• **Data to examine**
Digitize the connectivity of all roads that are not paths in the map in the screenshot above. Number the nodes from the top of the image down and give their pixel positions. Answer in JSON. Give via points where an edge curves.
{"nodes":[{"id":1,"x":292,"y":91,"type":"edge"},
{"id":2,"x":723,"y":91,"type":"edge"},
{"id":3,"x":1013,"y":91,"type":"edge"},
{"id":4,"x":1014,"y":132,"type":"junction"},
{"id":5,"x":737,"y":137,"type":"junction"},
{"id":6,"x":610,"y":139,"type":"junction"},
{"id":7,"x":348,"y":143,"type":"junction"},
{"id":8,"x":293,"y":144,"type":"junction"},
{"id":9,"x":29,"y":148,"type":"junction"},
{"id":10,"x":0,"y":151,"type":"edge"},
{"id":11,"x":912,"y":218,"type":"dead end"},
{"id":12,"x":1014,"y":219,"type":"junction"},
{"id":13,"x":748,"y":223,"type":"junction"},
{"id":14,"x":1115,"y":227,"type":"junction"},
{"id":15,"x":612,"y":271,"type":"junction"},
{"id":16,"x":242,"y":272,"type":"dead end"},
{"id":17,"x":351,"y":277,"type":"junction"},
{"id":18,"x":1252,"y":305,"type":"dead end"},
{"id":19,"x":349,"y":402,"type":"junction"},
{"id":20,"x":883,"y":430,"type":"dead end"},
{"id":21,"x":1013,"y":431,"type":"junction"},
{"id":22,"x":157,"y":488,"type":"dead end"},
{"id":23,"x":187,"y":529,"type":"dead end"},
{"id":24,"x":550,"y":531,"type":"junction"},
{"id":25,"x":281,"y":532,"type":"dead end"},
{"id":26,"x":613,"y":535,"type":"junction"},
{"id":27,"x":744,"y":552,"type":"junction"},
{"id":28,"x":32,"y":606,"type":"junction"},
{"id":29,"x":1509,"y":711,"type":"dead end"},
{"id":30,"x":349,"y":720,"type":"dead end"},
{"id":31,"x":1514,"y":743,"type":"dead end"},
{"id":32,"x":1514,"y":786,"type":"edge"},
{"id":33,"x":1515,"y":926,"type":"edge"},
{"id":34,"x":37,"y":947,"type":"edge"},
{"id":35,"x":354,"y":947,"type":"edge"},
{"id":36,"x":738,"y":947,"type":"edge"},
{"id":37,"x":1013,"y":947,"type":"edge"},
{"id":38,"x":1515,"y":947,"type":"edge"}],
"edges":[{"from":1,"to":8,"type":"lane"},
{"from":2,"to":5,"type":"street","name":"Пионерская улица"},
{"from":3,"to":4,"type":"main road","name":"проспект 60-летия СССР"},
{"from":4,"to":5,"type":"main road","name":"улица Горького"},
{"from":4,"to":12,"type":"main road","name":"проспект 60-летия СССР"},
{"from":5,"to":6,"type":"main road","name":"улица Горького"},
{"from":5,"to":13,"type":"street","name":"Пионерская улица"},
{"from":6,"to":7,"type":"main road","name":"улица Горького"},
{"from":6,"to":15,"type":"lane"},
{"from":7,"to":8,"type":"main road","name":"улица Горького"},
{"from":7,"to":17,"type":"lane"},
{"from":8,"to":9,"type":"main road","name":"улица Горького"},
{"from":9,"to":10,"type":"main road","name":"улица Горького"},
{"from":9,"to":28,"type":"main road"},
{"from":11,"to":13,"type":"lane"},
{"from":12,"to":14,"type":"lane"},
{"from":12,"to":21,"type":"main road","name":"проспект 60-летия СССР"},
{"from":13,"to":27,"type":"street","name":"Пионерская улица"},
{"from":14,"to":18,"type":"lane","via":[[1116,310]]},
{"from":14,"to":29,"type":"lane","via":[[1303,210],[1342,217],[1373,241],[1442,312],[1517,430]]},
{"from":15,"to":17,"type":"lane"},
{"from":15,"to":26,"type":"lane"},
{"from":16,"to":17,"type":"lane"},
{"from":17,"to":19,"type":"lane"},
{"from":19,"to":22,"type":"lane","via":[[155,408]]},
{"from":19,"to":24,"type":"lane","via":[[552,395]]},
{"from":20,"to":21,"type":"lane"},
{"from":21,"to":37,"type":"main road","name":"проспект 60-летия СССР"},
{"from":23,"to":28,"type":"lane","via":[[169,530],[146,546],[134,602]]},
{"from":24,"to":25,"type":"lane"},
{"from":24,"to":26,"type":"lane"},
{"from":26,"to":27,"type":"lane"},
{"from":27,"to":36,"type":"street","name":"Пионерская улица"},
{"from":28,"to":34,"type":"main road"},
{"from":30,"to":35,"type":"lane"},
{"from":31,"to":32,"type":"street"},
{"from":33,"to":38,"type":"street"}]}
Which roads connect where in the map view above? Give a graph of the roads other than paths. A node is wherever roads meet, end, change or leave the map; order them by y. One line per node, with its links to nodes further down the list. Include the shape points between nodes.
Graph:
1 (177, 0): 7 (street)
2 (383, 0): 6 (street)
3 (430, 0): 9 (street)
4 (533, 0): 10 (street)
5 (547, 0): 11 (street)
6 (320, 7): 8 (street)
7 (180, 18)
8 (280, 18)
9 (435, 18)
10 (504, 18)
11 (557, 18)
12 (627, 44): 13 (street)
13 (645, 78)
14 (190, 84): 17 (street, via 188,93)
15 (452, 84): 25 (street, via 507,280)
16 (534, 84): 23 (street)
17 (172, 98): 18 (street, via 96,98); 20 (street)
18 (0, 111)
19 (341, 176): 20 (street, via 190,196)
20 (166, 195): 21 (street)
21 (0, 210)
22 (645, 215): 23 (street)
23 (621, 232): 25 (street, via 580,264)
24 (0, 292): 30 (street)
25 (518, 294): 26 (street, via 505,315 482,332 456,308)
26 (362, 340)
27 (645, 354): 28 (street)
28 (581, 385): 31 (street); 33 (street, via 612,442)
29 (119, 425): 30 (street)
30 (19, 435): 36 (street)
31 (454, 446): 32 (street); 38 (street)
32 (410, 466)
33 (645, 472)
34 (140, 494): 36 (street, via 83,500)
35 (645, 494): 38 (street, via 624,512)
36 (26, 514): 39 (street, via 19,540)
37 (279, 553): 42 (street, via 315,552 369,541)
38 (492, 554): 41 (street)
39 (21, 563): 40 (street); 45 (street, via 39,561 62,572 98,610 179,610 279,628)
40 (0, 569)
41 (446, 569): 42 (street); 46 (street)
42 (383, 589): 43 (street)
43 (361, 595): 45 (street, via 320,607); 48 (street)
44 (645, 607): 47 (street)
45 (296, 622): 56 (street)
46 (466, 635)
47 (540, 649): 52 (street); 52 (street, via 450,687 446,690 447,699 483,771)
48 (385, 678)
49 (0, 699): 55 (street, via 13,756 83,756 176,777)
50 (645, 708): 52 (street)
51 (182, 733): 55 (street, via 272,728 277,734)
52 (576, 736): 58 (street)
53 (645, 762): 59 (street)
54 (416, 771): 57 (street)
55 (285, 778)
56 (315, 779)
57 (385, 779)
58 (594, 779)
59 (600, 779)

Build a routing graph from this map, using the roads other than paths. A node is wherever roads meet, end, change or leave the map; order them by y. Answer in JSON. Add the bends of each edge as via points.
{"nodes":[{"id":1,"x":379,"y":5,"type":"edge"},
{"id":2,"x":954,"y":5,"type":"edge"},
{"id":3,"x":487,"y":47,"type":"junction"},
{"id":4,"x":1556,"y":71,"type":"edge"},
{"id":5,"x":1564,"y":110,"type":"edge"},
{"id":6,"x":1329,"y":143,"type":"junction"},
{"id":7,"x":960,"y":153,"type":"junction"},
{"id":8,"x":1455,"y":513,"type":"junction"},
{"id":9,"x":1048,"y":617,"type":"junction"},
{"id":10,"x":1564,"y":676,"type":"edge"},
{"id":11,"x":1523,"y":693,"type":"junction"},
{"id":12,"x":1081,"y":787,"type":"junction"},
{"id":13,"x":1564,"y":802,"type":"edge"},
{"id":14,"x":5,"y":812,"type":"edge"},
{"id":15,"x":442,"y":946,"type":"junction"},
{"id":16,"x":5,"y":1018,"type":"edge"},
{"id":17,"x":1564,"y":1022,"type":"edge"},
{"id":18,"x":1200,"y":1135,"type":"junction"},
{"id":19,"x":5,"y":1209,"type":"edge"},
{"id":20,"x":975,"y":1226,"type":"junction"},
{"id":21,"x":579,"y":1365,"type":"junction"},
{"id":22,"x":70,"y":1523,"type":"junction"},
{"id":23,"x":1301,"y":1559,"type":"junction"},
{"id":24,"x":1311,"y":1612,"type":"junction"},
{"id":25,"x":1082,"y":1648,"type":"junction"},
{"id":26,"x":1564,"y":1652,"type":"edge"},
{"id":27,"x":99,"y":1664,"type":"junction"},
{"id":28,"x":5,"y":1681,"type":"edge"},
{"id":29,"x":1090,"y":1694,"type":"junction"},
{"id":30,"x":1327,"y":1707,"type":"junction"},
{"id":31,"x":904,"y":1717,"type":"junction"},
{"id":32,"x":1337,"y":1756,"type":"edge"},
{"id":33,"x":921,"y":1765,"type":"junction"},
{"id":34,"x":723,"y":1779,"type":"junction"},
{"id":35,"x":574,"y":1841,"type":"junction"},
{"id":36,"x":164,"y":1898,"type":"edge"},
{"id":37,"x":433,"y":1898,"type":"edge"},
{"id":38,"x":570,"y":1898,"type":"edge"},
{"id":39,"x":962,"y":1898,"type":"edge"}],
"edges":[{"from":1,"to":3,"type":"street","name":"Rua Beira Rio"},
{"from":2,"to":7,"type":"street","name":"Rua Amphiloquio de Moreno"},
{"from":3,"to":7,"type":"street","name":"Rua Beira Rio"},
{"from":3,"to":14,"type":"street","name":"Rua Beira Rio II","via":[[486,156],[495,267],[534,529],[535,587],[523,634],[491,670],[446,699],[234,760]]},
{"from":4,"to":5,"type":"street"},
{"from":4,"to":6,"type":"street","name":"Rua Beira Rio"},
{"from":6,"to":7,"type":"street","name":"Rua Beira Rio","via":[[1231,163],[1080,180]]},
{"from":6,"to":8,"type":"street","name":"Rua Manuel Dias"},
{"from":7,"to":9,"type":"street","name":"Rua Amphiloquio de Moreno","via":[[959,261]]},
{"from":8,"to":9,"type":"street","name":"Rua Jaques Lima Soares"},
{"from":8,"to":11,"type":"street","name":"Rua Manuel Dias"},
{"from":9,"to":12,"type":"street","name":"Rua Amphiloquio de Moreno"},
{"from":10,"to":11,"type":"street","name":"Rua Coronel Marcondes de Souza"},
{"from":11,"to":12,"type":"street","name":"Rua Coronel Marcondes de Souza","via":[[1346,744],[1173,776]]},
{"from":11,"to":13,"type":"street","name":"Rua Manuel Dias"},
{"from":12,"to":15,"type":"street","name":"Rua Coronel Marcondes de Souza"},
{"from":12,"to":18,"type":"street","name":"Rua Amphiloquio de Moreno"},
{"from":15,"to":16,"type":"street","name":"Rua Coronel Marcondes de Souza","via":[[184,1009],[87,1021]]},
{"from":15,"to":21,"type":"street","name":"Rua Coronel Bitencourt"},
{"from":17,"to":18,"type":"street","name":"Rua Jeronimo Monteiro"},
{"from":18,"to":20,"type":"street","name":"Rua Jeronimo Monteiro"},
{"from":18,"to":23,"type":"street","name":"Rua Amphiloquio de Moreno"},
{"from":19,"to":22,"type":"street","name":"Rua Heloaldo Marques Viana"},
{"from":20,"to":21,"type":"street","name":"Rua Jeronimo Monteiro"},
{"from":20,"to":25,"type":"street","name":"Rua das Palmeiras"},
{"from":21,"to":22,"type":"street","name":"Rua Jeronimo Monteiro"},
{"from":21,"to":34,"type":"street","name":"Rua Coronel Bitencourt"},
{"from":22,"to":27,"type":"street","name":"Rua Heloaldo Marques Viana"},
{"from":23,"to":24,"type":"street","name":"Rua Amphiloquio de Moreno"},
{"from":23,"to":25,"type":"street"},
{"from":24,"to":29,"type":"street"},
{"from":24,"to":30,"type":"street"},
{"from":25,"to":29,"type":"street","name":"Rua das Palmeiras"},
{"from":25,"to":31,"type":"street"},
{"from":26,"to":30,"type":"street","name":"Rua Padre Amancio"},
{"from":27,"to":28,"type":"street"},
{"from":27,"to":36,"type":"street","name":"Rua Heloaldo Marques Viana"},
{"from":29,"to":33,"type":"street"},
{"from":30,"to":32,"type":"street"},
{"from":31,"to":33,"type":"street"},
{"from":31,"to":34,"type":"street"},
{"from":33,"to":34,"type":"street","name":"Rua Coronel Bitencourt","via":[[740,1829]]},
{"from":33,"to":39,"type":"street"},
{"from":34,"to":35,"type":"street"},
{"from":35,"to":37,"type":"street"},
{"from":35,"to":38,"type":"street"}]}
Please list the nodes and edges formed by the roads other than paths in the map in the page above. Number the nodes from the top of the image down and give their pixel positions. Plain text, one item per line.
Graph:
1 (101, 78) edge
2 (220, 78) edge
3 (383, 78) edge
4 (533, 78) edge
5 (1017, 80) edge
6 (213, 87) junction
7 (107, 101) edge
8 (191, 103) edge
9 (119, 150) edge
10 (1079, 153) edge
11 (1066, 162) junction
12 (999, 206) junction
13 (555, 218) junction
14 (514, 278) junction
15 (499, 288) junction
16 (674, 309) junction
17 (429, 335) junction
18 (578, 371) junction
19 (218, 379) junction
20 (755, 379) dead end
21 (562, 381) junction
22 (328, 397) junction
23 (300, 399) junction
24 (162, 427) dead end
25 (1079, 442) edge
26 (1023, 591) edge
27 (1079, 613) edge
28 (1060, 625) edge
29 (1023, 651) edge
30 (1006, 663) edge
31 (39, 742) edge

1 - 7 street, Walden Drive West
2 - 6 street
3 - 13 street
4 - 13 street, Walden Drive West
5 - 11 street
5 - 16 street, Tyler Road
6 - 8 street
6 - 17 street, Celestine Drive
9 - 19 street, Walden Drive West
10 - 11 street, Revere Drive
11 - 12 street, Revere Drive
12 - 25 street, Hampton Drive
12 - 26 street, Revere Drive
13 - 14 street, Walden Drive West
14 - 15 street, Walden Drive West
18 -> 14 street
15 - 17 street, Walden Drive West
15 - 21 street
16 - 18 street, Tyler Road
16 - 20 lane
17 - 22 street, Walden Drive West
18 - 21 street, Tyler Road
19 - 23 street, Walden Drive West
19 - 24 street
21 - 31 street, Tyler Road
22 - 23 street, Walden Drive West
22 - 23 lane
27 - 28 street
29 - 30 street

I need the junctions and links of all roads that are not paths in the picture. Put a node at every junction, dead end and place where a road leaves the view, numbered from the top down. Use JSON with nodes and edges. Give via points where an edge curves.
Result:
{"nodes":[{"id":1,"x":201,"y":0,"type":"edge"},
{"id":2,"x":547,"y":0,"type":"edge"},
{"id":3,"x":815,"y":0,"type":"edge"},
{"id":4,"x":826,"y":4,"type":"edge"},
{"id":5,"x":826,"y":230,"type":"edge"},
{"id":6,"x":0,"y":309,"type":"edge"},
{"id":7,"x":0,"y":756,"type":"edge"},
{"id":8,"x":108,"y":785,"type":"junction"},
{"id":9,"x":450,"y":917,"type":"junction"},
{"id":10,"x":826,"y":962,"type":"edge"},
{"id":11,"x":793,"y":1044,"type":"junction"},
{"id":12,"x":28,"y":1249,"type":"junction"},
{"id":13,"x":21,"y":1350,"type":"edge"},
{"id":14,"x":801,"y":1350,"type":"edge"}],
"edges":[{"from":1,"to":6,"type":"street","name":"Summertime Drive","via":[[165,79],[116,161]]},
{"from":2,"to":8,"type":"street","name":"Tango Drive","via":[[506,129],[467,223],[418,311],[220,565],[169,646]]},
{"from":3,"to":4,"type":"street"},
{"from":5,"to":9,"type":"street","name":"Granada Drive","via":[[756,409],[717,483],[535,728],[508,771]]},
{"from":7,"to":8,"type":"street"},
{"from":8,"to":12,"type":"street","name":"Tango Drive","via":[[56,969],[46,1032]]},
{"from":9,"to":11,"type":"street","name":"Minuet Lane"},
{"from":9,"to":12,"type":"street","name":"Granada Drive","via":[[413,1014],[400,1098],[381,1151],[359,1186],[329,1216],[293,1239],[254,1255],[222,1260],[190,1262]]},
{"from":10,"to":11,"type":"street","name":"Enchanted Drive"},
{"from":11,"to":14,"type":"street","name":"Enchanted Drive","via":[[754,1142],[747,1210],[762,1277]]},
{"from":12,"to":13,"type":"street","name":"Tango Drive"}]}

• **Assignment**
Pull every line holding "that" out of the records.

• **Problem solution**
Digitize the connectivity of all roads that are not paths in the map in the screenshot above. Number the nodes from the top of the image down and give their pixel positions. Answer in JSON. Give via points where an edge curves.
I need the junctions and links of all roads that are not paths in the picture. Put a node at every junction, dead end and place where a road leaves the view, numbered from the top down. Use JSON with nodes and edges. Give via points where an edge curves.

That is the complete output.